(Stored data entries)

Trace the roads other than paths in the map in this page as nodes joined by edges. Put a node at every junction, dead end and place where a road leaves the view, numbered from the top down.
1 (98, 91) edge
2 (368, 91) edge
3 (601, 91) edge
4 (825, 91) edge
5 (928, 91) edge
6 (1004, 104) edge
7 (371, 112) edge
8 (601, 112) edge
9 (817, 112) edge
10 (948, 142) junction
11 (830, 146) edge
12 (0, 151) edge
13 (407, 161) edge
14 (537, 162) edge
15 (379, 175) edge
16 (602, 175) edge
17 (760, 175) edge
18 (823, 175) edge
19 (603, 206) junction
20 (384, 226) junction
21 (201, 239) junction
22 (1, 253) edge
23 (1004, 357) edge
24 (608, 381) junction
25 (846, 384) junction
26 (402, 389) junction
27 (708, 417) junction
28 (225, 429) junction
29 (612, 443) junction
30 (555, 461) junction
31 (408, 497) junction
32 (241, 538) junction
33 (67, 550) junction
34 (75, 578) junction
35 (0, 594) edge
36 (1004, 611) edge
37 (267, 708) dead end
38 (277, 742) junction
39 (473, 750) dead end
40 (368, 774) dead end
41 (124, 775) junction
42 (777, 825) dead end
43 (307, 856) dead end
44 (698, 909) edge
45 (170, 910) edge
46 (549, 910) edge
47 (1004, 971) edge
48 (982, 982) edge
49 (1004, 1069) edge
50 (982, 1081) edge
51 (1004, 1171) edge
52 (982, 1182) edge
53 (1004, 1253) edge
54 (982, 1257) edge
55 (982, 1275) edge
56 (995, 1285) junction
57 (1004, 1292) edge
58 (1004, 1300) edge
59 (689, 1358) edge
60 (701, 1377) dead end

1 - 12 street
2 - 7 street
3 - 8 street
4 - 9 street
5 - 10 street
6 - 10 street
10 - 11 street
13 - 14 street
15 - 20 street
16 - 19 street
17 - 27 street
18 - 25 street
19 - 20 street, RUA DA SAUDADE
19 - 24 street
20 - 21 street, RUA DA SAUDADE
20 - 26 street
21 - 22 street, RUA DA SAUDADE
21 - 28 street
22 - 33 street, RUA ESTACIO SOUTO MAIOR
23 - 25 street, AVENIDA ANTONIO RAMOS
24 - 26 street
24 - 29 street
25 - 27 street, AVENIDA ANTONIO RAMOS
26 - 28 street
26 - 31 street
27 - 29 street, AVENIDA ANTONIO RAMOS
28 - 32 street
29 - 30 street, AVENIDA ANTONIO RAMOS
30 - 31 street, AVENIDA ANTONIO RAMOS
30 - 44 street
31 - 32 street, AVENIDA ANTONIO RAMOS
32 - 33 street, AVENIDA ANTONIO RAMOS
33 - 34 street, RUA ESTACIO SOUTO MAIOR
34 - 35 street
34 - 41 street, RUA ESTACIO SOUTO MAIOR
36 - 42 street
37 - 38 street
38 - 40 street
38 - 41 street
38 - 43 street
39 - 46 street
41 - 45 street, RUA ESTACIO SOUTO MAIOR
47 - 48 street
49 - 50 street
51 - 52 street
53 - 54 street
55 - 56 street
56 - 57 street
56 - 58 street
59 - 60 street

» ASSIGNED TASK:
Determine how many lines in the preceding records include the word "ANTONIO". The answer is that number alone.

» RESPONSE TO THE EXERCISE:
7